Assign an identifier (O) to the output layer (208, 214) of the artificial neural network (100; 200), the features (z; z, v)

Characterize term candidates (T, c ₂ ) from a corpus (302), the corpus (302) comprising a text from a domain, the identifier (O) representing at least three different classes for the

Characterized term candidates (T, c ₂ ), with different classes indicating different degrees of belonging of the term candidate (T, c ₂ ) to the domain.

16. Artificial neural network (100; 200) according to claim 15, characterized

characterized in that the artificial neural network (200) comprises at least a first input layer (202b, 202c, 202d), which a compound (c ₂ ) and its components (ci, 03) can be specified for a first feature (z), the artificial neural network (200) at least one second

Input layer (202a, 202e) comprising a productivity (P (ci), P (C3)) and a frequency (f (ci), f (C3)) of the components (ci, 03) for a second feature (v) can be specified, the output layer (214) the

Subordinate input layers and the indicator (O) in the

Outputs prediction depending on the first characteristic (z) and the second characteristic (v).

17. Artificial neural network (100; 200) according to claim 15 or 16, characterized in that the artificial neural network (200) comprises a further output layer (212b), which is formed a degree of assignment of a composite (c) to the at least three classes regardless of the productivity (P (ci), P (C3)) and the frequency (f (ci), f (C3)) of its components (ci, C3).

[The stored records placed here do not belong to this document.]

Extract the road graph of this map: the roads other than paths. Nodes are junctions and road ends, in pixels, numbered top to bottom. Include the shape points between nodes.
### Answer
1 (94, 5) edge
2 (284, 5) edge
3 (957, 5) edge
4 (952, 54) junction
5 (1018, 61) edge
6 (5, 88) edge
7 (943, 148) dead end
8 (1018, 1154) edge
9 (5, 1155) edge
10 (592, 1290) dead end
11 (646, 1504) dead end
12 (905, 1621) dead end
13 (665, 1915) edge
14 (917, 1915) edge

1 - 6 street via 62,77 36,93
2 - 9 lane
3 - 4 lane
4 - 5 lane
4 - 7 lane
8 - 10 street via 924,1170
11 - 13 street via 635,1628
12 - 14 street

18. Artificial neural network (100; 200) according to one of claims 15 to 17, characterized in that the artificial neural network (200) comprises a further output layer (212a, 212c) which is designed to provide a degree of assignment of one of the components ( ci, C3) to the at least three classes depending on the productivity (P (ci), P (C3)) and the frequency (f (ci), f (C3)) of this component (ci, C3).

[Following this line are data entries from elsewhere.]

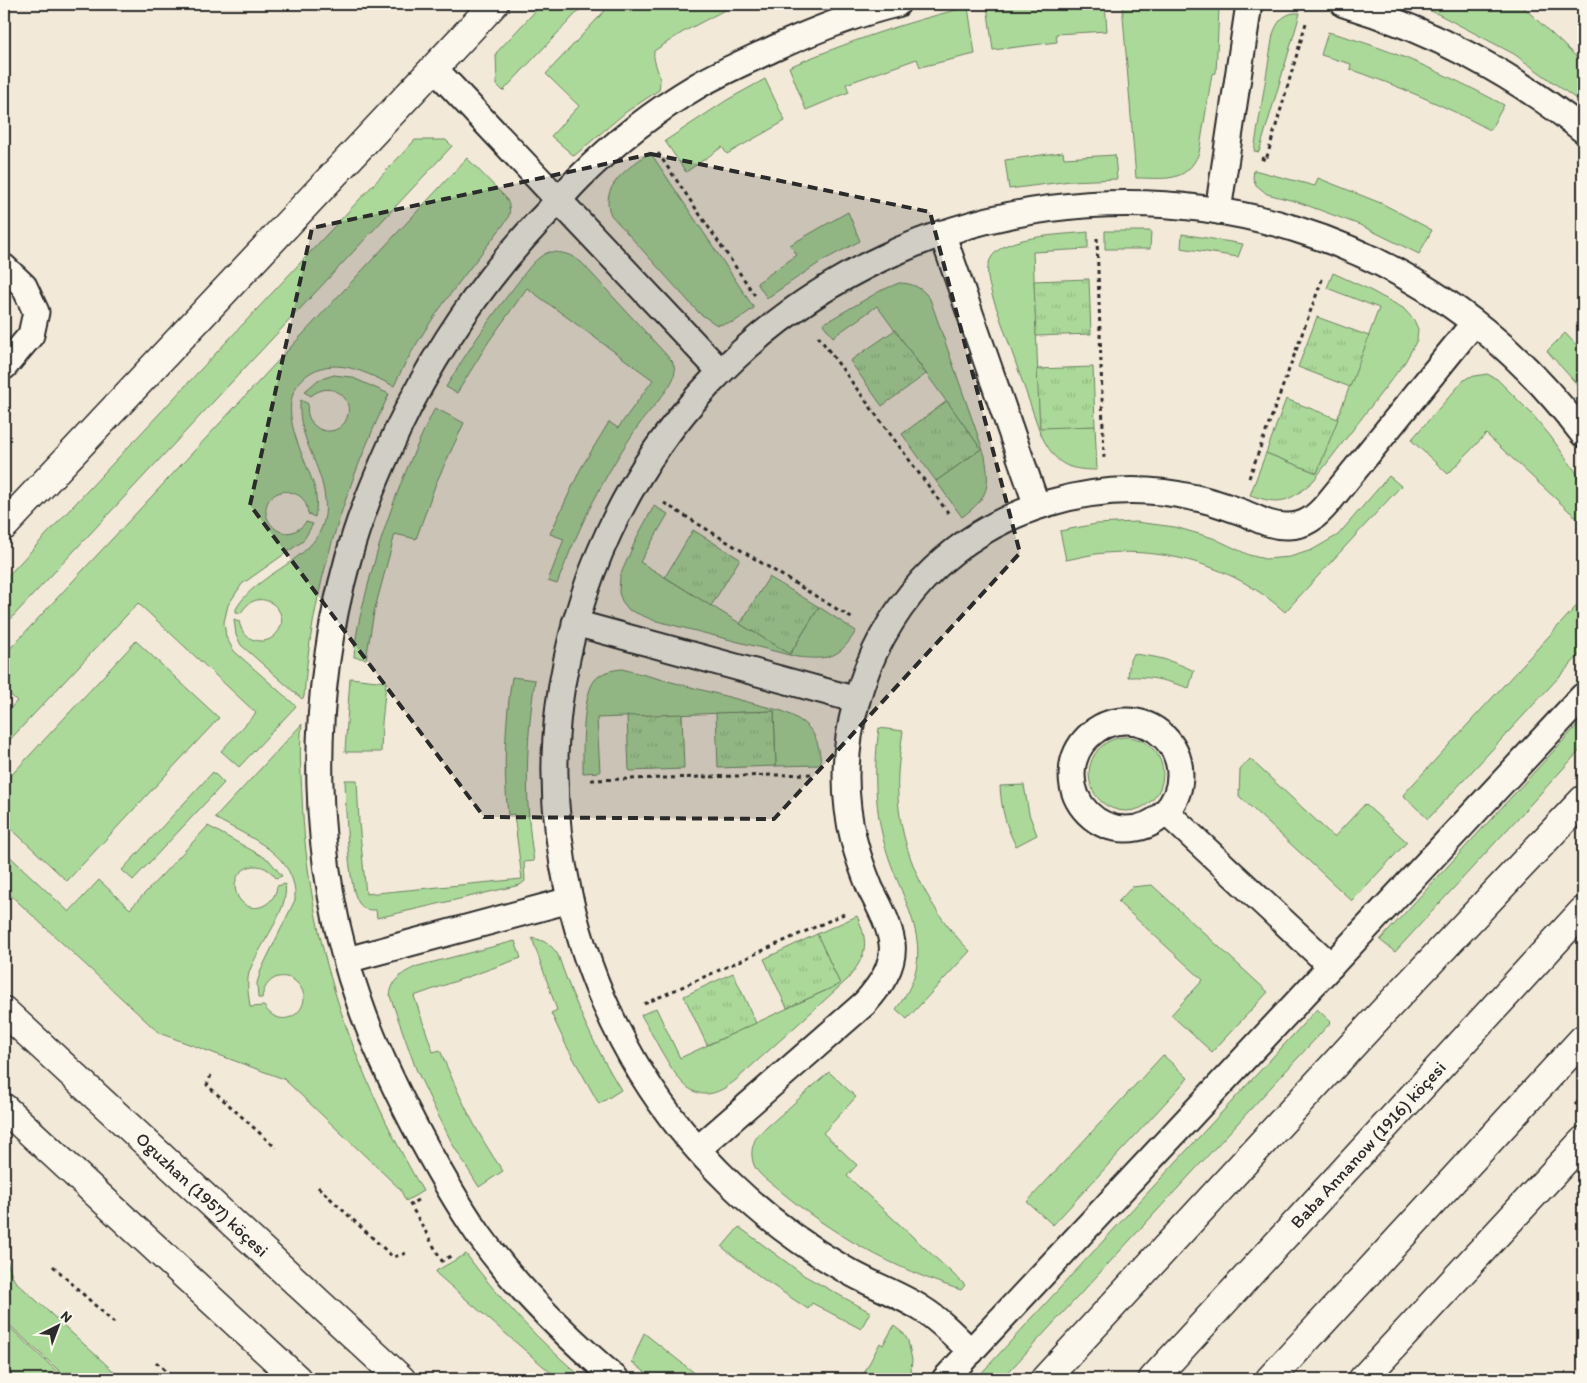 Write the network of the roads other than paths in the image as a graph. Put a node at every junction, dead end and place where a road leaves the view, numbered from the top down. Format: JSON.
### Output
{"nodes":[{"id":1,"x":494,"y":4,"type":"edge"},
{"id":2,"x":897,"y":4,"type":"edge"},
{"id":3,"x":1249,"y":4,"type":"edge"},
{"id":4,"x":1344,"y":4,"type":"edge"},
{"id":5,"x":434,"y":68,"type":"junction"},
{"id":6,"x":1583,"y":130,"type":"edge"},
{"id":7,"x":558,"y":200,"type":"junction"},
{"id":8,"x":1218,"y":211,"type":"junction"},
{"id":9,"x":942,"y":233,"type":"junction"},
{"id":10,"x":4,"y":267,"type":"edge"},
{"id":11,"x":1474,"y":322,"type":"junction"},
{"id":12,"x":4,"y":367,"type":"edge"},
{"id":13,"x":720,"y":371,"type":"junction"},
{"id":14,"x":1583,"y":434,"type":"edge"},
{"id":15,"x":1037,"y":506,"type":"junction"},
{"id":16,"x":4,"y":526,"type":"edge"},
{"id":17,"x":575,"y":623,"type":"junction"},
{"id":18,"x":1583,"y":696,"type":"edge"},
{"id":19,"x":857,"y":700,"type":"junction"},
{"id":20,"x":1583,"y":800,"type":"edge"},
{"id":21,"x":1166,"y":812,"type":"junction"},
{"id":22,"x":570,"y":900,"type":"junction"},
{"id":23,"x":1583,"y":911,"type":"edge"},
{"id":24,"x":347,"y":960,"type":"junction"},
{"id":25,"x":1331,"y":966,"type":"junction"},
{"id":26,"x":4,"y":1011,"type":"edge"},
{"id":27,"x":1583,"y":1039,"type":"edge"},
{"id":28,"x":4,"y":1108,"type":"edge"},
{"id":29,"x":1583,"y":1141,"type":"edge"},
{"id":30,"x":698,"y":1149,"type":"junction"},
{"id":31,"x":971,"y":1352,"type":"junction"},
{"id":32,"x":296,"y":1379,"type":"edge"},
{"id":33,"x":401,"y":1379,"type":"edge"},
{"id":34,"x":616,"y":1379,"type":"edge"},
{"id":35,"x":945,"y":1379,"type":"edge"},
{"id":36,"x":1045,"y":1379,"type":"edge"},
{"id":37,"x":1152,"y":1379,"type":"edge"},
{"id":38,"x":1270,"y":1379,"type":"edge"},
{"id":39,"x":1363,"y":1379,"type":"edge"}],
"edges":[{"from":1,"to":5,"type":"main road"},
{"from":2,"to":7,"type":"lane"},
{"from":3,"to":8,"type":"lane"},
{"from":4,"to":6,"type":"lane"},
{"from":5,"to":7,"type":"lane"},
{"from":5,"to":16,"type":"main road"},
{"from":7,"to":13,"type":"lane"},
{"from":7,"to":24,"type":"lane"},
{"from":8,"to":9,"type":"lane"},
{"from":8,"to":11,"type":"lane"},
{"from":9,"to":13,"type":"lane"},
{"from":9,"to":15,"type":"lane"},
{"from":10,"to":12,"type":"lane"},
{"from":11,"to":14,"type":"lane"},
{"from":11,"to":15,"type":"lane"},
{"from":13,"to":17,"type":"lane"},
{"from":15,"to":19,"type":"lane"},
{"from":17,"to":19,"type":"lane"},
{"from":17,"to":22,"type":"lane"},
{"from":18,"to":25,"type":"lane"},
{"from":19,"to":30,"type":"lane"},
{"from":20,"to":36,"type":"main road"},
{"from":21,"to":21,"type":"lane"},
{"from":21,"to":25,"type":"lane"},
{"from":22,"to":24,"type":"lane"},
{"from":22,"to":30,"type":"lane"},
{"from":23,"to":37,"type":"main road","name":"Baba Annanow (1916) köçesi"},
{"from":24,"to":34,"type":"lane"},
{"from":25,"to":31,"type":"lane"},
{"from":26,"to":33,"type":"main road","name":"Oguzhan (1957) köçesi"},
{"from":27,"to":38,"type":"main road"},
{"from":28,"to":32,"type":"main road"},
{"from":29,"to":39,"type":"main road"},
{"from":30,"to":31,"type":"lane"},
{"from":31,"to":35,"type":"lane"}]}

19. A method for classifying term candidates (T, c ₂ ), characterized in that an input layer (102; 202a, ..., 202e) of an artificial neural network (100; 200) is given a feature (z; z, v) with the feature (z; z, v) from the input layer (102; 202a, ..., 202e) in a prediction in an output layer (208, 214) of the artificial neural network (100; 200) an identifier (O ) is assigned, the features (z; z, v) characterizing term candidates (T, c ₂ ) from a corpus (302), the corpus (302) comprising a text from a domain, the identifier (O) at least three different classes for the term candidates (T, c ₂ ) are characterized, different classes indicating different degrees of belonging of the term candidate (T, c ₂ ) to the domain.

20. The method according to claim 19, characterized in that a first input layer (202b, 202c, 202d) a composite (c) and its

Components (ci,) are specified for a first feature (z), with a second input layer (202a, 202e) having a productivity (P (ci), P (C)) and a frequency (f (ci), f (C) ) of the components (ci, C) for a second characteristic (v), the output layer (214) being arranged after the input layers and the identifier (O) in the prediction depending on the first characteristic (z) and the second characteristic (v ) is output.